Bank of Canada Governor Tiff Macklem on Wednesday said the focus was on whether rates needed to be raised and was not considering a rate cut, prompting traders betting that the central bank would cut rates as early as October. I objected.
Macklem made his remarks in an interview with Reuters after announcing the rate hike earlier and saying the central bank would pause to see how the economy would react to the tightening.
The announced moratorium intensified bets on a rate cut. Before the rate decision, money markets were pricing in about 40 basis points of easing in the second half of the year. They are currently looking at a cut of about 50 basis points.
“At some point, as things start to return to normal, we will probably look at a gradual reduction in interest rates,” Mr. Mackrem said.
“But inflation is still above 6%. We are not talking about cuts. Did you do it at the time?” We’re pausing to assess whether we’ve done enough,” Macklem said.
Banks raised interest rates at a record pace of 425 basis points in 10 months, keeping inflation low. That’s still more than three times the central bank’s target of 2%.
Rapidly rising interest rates have cooled the economy, but there is a risk that a tight labor market could trigger a spike in wage growth and a resurgence of inflation. The central bank has repeatedly said it wants rate hikes enough to slow the overheated economy, but not enough to plunge it into a deep recession.
“The hurdles for another rate hike are higher than last time,” said Mr. Mackrem.
The biggest short-term risk is that a rapid restart of China’s economy could push up global commodity and oil prices, which could push up global inflation, Macklem said.

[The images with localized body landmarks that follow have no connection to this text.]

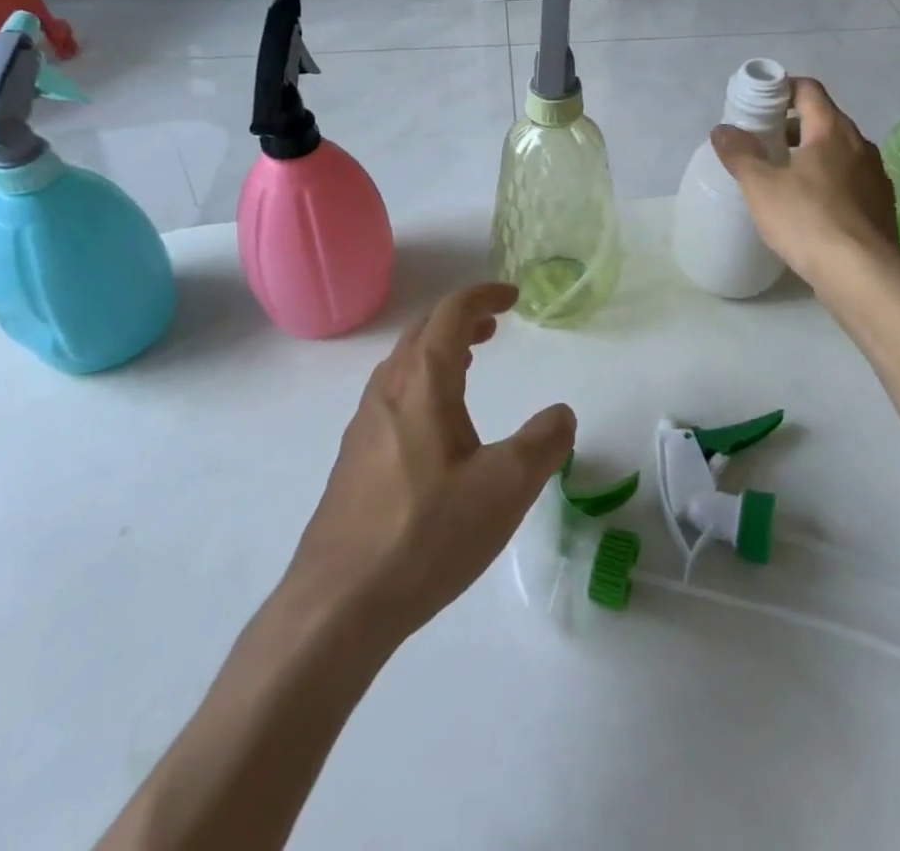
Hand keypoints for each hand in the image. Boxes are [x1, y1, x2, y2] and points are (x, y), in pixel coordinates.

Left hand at [283, 282, 575, 641]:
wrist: (338, 603)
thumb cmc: (427, 533)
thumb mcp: (505, 488)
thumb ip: (543, 444)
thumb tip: (560, 414)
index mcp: (423, 382)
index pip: (451, 313)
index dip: (482, 296)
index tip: (512, 296)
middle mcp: (388, 391)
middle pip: (422, 332)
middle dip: (460, 319)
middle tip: (493, 326)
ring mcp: (364, 425)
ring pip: (403, 365)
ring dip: (438, 350)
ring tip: (467, 365)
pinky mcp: (354, 459)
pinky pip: (392, 396)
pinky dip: (422, 382)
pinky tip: (435, 426)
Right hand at [710, 77, 899, 287]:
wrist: (862, 275)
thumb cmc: (807, 220)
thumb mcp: (761, 186)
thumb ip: (740, 154)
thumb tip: (721, 129)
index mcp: (832, 130)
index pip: (809, 90)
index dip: (783, 88)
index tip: (759, 103)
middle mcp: (860, 145)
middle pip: (824, 119)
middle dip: (792, 125)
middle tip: (763, 142)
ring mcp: (875, 176)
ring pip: (838, 151)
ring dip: (811, 154)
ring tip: (782, 176)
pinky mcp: (881, 205)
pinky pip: (849, 179)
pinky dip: (827, 180)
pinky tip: (809, 207)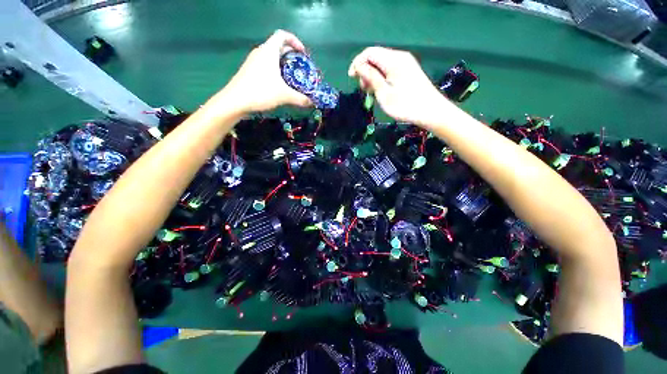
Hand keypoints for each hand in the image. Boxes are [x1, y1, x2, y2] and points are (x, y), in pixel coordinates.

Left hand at [220, 30, 311, 112]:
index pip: (282, 35)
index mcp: (269, 51)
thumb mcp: (284, 95)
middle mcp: (261, 52)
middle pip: (278, 46)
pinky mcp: (250, 71)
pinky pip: (266, 65)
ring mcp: (253, 61)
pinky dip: (275, 71)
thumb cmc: (261, 92)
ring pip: (272, 57)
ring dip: (283, 64)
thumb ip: (300, 98)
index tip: (303, 53)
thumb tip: (312, 102)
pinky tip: (280, 84)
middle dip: (292, 55)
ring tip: (292, 77)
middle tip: (301, 68)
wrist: (236, 101)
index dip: (295, 41)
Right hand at [348, 47, 448, 125]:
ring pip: (382, 63)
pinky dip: (382, 77)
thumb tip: (359, 66)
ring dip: (373, 75)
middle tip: (363, 89)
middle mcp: (400, 57)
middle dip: (365, 70)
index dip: (358, 63)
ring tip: (371, 91)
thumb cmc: (405, 105)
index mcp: (393, 60)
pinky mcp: (409, 70)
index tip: (351, 78)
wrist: (430, 111)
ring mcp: (406, 63)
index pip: (369, 52)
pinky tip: (381, 89)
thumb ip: (371, 77)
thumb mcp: (384, 93)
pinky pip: (390, 68)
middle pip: (376, 56)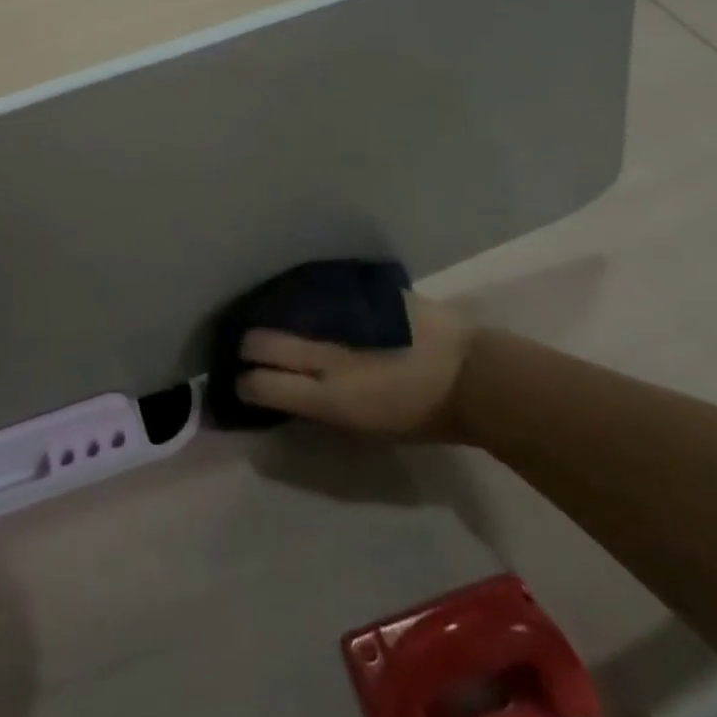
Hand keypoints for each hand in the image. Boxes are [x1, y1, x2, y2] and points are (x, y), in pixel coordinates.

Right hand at [235, 292, 474, 440]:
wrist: (473, 376)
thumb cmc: (421, 415)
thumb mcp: (363, 424)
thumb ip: (320, 405)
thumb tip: (286, 390)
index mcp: (329, 396)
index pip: (262, 384)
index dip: (246, 383)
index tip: (243, 381)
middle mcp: (326, 354)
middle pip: (262, 342)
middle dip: (248, 345)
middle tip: (250, 347)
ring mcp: (341, 318)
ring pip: (286, 311)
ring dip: (276, 318)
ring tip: (274, 321)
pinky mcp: (358, 292)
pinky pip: (319, 293)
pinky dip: (307, 300)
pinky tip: (307, 302)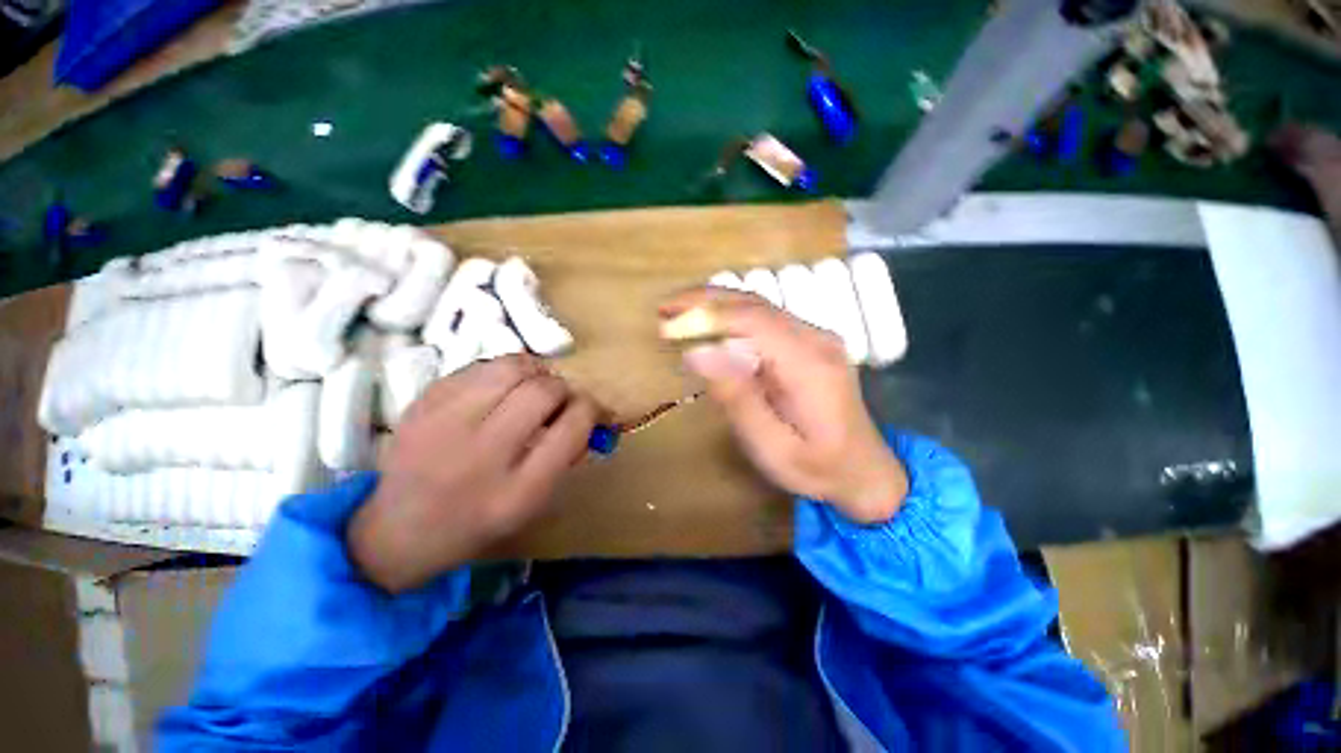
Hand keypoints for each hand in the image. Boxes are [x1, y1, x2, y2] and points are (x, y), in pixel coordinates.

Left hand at [347, 355, 597, 592]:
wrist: (399, 530)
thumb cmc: (480, 521)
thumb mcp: (534, 504)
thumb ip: (567, 455)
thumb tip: (588, 411)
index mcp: (518, 492)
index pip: (572, 428)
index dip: (591, 409)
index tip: (590, 409)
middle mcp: (481, 455)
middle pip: (544, 392)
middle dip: (564, 389)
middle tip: (560, 399)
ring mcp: (445, 425)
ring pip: (511, 367)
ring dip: (535, 372)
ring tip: (533, 386)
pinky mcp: (422, 404)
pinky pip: (479, 367)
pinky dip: (502, 372)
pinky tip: (500, 389)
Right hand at [661, 288, 907, 523]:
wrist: (865, 471)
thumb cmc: (818, 468)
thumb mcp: (772, 448)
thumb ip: (738, 399)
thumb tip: (699, 353)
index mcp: (809, 363)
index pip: (751, 320)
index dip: (705, 315)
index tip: (667, 323)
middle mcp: (815, 338)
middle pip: (754, 304)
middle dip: (704, 301)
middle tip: (664, 308)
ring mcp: (815, 337)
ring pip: (758, 306)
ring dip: (715, 305)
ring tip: (678, 313)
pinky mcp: (809, 343)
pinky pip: (764, 320)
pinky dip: (730, 318)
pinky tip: (709, 326)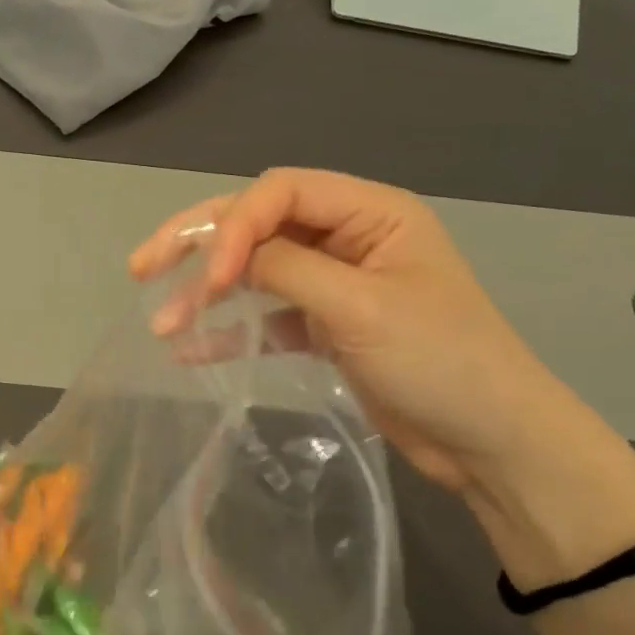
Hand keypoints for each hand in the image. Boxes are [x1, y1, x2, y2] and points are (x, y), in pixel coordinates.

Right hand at [130, 169, 634, 585]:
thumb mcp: (362, 308)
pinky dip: (232, 330)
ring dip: (209, 293)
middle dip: (200, 245)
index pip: (281, 192)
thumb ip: (289, 268)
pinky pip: (269, 316)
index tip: (209, 279)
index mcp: (371, 211)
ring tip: (163, 323)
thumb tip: (227, 255)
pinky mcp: (327, 326)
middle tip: (142, 268)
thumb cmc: (441, 362)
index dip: (234, 225)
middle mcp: (349, 236)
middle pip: (259, 224)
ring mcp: (336, 282)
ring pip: (256, 270)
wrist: (492, 442)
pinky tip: (191, 350)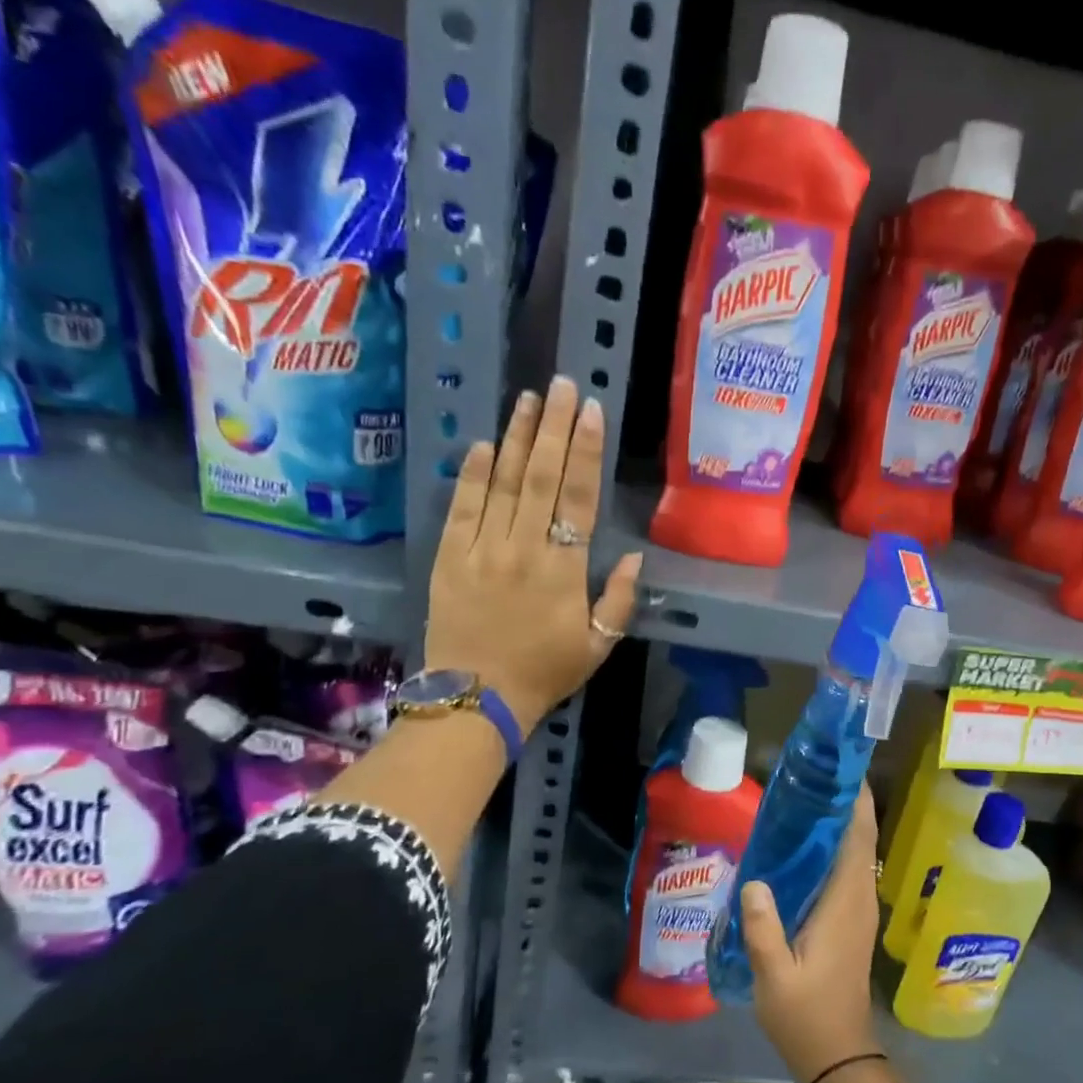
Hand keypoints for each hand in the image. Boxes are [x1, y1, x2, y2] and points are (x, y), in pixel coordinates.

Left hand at [425, 377, 641, 731]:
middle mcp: (523, 549)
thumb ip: (618, 599)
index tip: (591, 411)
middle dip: (552, 427)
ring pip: (501, 483)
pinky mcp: (448, 558)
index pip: (578, 498)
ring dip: (515, 437)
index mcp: (563, 570)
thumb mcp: (599, 645)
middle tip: (560, 384)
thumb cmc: (546, 672)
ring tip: (527, 399)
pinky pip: (462, 508)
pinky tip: (482, 444)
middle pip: (539, 477)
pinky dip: (472, 474)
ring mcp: (481, 550)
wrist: (477, 698)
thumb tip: (633, 556)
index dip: (585, 452)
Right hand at [740, 785, 883, 1082]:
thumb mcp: (774, 976)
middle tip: (814, 775)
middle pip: (860, 839)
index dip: (857, 801)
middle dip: (846, 804)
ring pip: (856, 854)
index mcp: (846, 903)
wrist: (838, 1055)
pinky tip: (804, 847)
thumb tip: (754, 880)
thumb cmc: (806, 1016)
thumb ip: (764, 929)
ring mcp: (858, 911)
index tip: (843, 769)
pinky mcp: (852, 921)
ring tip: (807, 799)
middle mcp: (859, 899)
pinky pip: (848, 871)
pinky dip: (835, 849)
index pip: (859, 839)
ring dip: (841, 824)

Another key factor for banks is whether price inflation for services (less affected by rising interest rates) will remain stubbornly high as we move into 2023, making it harder to cut overall interest rates.
If service prices remain strong, “inflation will not come down as we expected, in which case we will probably need to do more,” Mr Mackrem said at the bank’s Ottawa headquarters. rice field.
But Macklem made it clear that the central bank will spend as much time as it needs to assess the effectiveness of cumulative rate hikes and carefully consider next steps.
The bank said inflation would fall to 3% by the end of the year and 2% by the end of next year, but made clear there were upside risks to its outlook.